Es gelang jedoch nichts. Nach einem langen Briefwechsel und einer Reihe von Treffen zwischen Bischof Doran und Vertretern der polnischen Katholiken in Sligo und trotz einer großen Mobilisierung der Gemeinde und Gebetswachen in der St.-Anna-Kirche und vor dem Bischofssitz bestätigte Bischof Doran endgültig seine Entscheidung, die polnische Mission in Silgo zu schließen und Pater Kardaś im Mai nächsten Jahres in seine Heimatdiözese Rzeszów zurückzuschicken.

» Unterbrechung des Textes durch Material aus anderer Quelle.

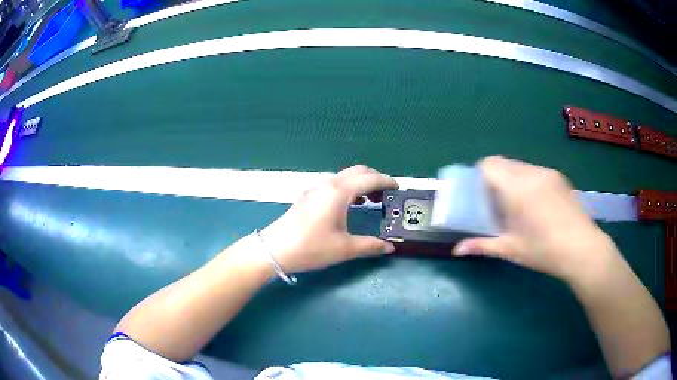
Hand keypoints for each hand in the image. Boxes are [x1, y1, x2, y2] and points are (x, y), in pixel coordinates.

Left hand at [259, 165, 397, 272]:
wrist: (275, 249)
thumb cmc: (311, 247)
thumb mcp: (344, 249)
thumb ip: (370, 246)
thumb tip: (389, 248)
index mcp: (339, 192)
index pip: (370, 178)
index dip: (387, 181)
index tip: (399, 188)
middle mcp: (329, 184)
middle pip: (358, 171)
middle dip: (375, 178)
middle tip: (388, 194)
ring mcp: (316, 189)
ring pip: (345, 177)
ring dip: (362, 183)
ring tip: (373, 200)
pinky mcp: (309, 196)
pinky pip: (335, 184)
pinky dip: (350, 188)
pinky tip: (352, 205)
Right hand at [453, 156, 618, 281]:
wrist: (583, 248)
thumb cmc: (544, 250)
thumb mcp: (512, 249)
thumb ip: (483, 245)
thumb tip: (457, 250)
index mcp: (516, 188)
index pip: (489, 164)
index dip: (480, 176)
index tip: (482, 196)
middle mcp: (531, 173)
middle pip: (504, 163)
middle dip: (496, 179)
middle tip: (498, 205)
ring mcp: (548, 173)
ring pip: (520, 166)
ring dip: (513, 180)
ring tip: (519, 206)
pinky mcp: (559, 177)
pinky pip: (535, 171)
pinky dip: (529, 181)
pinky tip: (538, 206)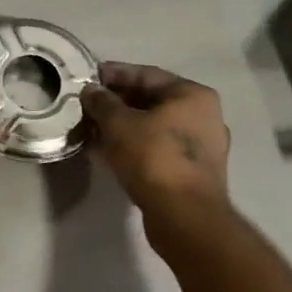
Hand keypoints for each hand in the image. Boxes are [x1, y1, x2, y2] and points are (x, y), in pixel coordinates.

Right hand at [83, 62, 231, 216]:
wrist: (185, 218)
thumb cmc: (154, 158)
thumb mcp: (119, 124)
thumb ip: (102, 102)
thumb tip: (90, 91)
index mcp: (192, 95)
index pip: (146, 74)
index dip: (113, 74)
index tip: (87, 78)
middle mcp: (204, 116)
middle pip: (151, 100)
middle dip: (117, 102)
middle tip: (87, 105)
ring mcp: (202, 146)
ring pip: (154, 126)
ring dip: (124, 126)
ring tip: (93, 128)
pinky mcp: (194, 172)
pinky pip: (159, 148)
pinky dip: (135, 145)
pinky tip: (108, 151)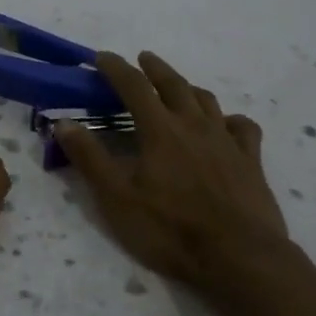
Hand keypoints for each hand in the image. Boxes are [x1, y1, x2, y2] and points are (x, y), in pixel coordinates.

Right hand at [55, 51, 295, 309]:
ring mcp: (226, 141)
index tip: (102, 58)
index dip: (116, 68)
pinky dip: (231, 119)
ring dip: (188, 88)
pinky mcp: (251, 161)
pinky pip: (243, 127)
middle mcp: (194, 125)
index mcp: (160, 131)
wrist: (239, 257)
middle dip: (155, 68)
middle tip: (142, 59)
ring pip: (207, 101)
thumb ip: (90, 158)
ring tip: (179, 87)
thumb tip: (64, 122)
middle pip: (173, 85)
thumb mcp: (117, 199)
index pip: (134, 87)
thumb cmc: (171, 230)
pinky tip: (227, 124)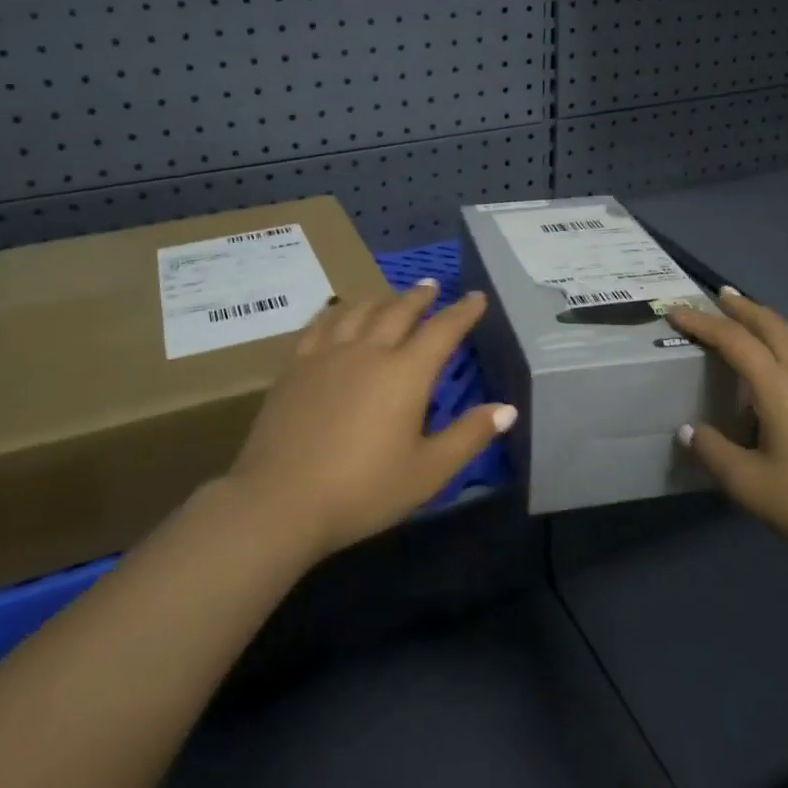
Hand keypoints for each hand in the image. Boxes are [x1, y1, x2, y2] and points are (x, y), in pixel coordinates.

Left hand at [226, 279, 513, 558]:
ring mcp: (328, 354)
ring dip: (381, 298)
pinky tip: (337, 312)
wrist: (280, 501)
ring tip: (389, 296)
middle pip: (399, 310)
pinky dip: (336, 311)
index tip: (476, 297)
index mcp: (406, 373)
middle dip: (420, 296)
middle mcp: (369, 351)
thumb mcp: (428, 472)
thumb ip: (469, 436)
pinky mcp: (295, 365)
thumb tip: (507, 408)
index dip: (463, 312)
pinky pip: (320, 324)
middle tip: (432, 285)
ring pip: (359, 311)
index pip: (443, 330)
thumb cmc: (362, 490)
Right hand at [667, 289, 787, 575]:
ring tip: (748, 317)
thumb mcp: (749, 485)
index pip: (734, 341)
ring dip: (767, 321)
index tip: (674, 312)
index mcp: (780, 387)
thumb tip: (689, 430)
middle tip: (718, 295)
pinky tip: (782, 360)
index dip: (702, 323)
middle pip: (772, 326)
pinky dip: (785, 341)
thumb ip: (713, 452)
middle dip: (743, 307)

Wie wir jedoch von der Vereinigung katholischer Priester in Irland erfahren, sind in Irland in den letzten drei Jahren mehr als 20 % der Priester und Mönche gestorben, und dieser Trend wird sich noch verstärken, da ihr Durchschnittsalter sehr hoch ist.  Es ist daher zu erwarten, dass sich das Phänomen der Zusammenlegung von Pfarreien, der Schließung von Kirchen und der Verringerung der Anzahl der abgehaltenen Messen beschleunigen wird. Inmitten einer Berufungskrise und um dieser Situation entgegenzuwirken, beabsichtigt die katholische Kirche in Irland, einen ständigen Diakonat einzuführen, und die irischen Bischöfe haben den Heiligen Stuhl gebeten, die Weihe verheirateter und unverheirateter Männer zu diesem ständigen Diakonat zu genehmigen. In Polen, das zwar ebenfalls einen erheblichen Rückgang der Berufungen zu verzeichnen hat, ist man derzeit noch nicht so weit, ja sogar noch weit davon entfernt.

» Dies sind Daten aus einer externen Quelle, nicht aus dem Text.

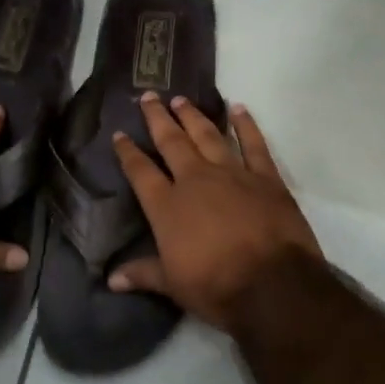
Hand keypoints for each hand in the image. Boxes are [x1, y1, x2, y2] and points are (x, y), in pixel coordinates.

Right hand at [109, 94, 322, 331]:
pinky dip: (246, 125)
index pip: (141, 171)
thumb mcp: (173, 285)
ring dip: (193, 116)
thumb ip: (143, 274)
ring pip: (207, 135)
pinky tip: (238, 108)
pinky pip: (254, 144)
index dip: (128, 152)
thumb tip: (111, 279)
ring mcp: (232, 173)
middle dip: (158, 118)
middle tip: (149, 96)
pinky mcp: (265, 177)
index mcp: (168, 206)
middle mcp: (196, 180)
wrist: (273, 285)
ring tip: (181, 99)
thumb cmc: (216, 287)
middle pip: (172, 141)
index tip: (120, 133)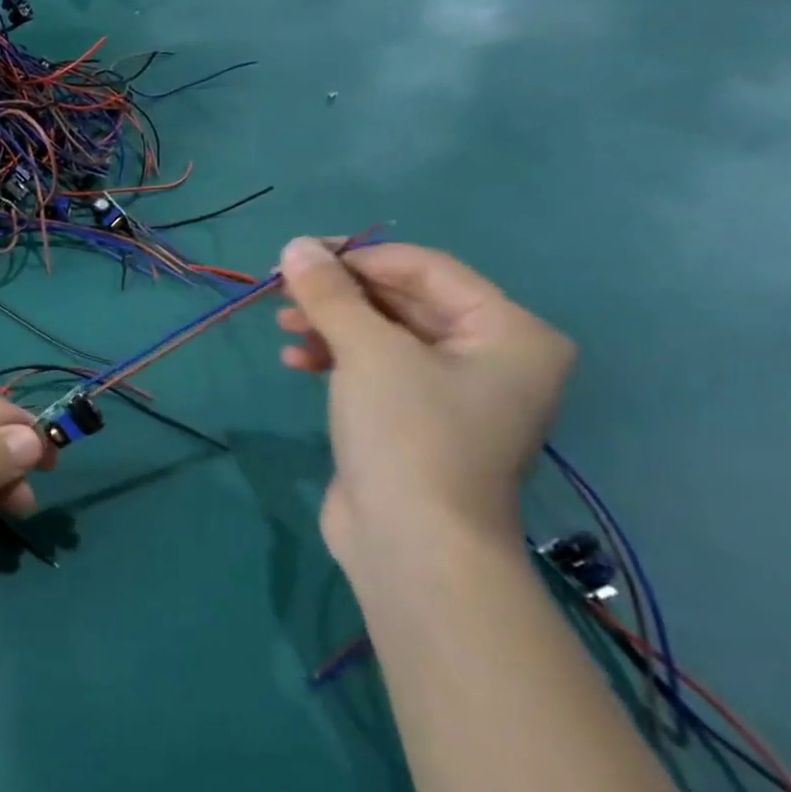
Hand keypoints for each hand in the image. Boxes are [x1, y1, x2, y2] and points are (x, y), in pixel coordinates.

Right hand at [275, 239, 574, 576]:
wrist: (413, 546)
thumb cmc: (408, 436)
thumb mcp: (368, 353)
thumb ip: (331, 294)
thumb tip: (295, 245)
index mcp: (509, 332)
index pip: (427, 269)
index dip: (359, 257)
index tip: (298, 258)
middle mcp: (491, 357)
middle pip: (405, 301)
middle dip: (341, 294)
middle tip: (282, 292)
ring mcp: (453, 394)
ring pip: (385, 336)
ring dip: (332, 326)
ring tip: (283, 326)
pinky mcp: (414, 422)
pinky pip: (375, 371)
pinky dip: (336, 359)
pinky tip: (296, 360)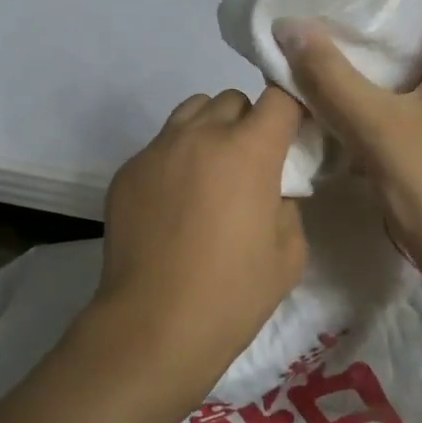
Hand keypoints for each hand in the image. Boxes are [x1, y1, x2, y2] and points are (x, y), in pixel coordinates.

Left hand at [90, 86, 306, 397]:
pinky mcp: (127, 171)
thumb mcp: (289, 252)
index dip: (291, 111)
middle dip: (249, 122)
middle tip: (250, 165)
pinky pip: (160, 146)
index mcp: (249, 150)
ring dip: (209, 130)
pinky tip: (173, 204)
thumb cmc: (233, 293)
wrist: (154, 325)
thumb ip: (289, 203)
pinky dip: (175, 159)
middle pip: (232, 99)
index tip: (294, 136)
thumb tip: (273, 187)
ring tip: (210, 175)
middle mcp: (200, 135)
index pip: (278, 97)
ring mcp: (158, 150)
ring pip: (192, 111)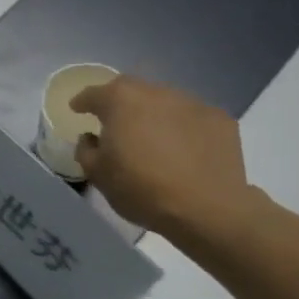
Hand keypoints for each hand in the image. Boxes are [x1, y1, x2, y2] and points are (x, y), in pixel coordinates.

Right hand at [70, 75, 260, 238]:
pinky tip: (184, 148)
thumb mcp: (97, 174)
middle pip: (131, 89)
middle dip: (119, 101)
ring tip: (153, 136)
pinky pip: (192, 117)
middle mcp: (155, 93)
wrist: (208, 209)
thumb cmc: (142, 189)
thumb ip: (86, 149)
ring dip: (153, 113)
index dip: (82, 101)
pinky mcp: (220, 120)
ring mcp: (192, 103)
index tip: (77, 109)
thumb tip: (91, 138)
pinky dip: (183, 127)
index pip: (93, 93)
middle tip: (115, 121)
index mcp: (120, 100)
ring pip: (164, 101)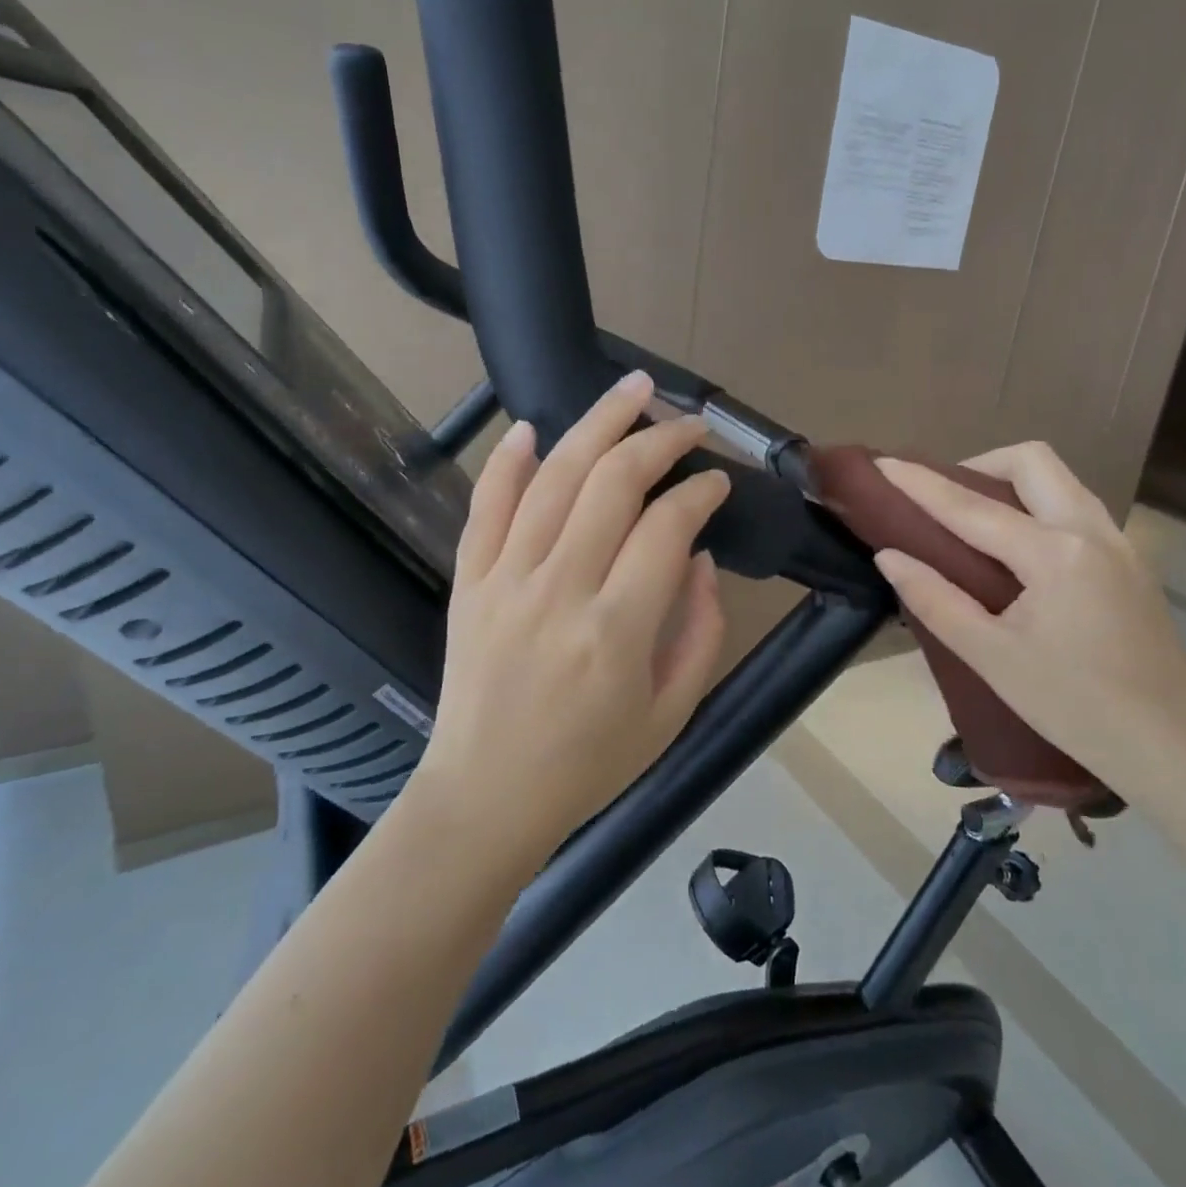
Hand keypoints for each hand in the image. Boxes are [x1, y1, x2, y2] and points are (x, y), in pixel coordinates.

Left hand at [420, 371, 729, 859]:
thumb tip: (696, 554)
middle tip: (688, 422)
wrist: (486, 797)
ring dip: (596, 423)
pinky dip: (507, 461)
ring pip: (552, 477)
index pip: (666, 526)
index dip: (699, 491)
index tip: (717, 481)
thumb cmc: (590, 763)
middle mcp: (559, 590)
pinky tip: (531, 427)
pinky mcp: (468, 582)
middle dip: (658, 438)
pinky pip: (485, 506)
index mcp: (617, 630)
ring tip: (632, 388)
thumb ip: (700, 629)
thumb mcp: (672, 712)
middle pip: (612, 482)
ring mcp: (505, 580)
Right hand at [871, 442, 1185, 797]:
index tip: (883, 463)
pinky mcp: (1131, 560)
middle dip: (979, 464)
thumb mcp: (991, 657)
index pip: (971, 506)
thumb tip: (889, 556)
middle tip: (943, 497)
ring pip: (1060, 479)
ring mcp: (1118, 542)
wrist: (1174, 746)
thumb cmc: (1074, 706)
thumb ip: (934, 599)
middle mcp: (1090, 530)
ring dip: (1011, 481)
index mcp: (1053, 554)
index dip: (921, 484)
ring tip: (975, 517)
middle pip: (1031, 461)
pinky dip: (1038, 504)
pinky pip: (1076, 506)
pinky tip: (1019, 548)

Es heißt, dass es im mittelalterlichen Europa die irischen Mönche waren, die die schwächelnde katholische Kirche wiederbelebt haben. Vielleicht sollte sich der Bischof von Elphin daran erinnern und dafür beten, dass die polnischen Katholiken, die auf dem ganzen Kontinent Gemeinden gründen, darunter auch in Irland, das in unserem 21. Jahrundert seinem Glauben größtenteils abgeschworen hat?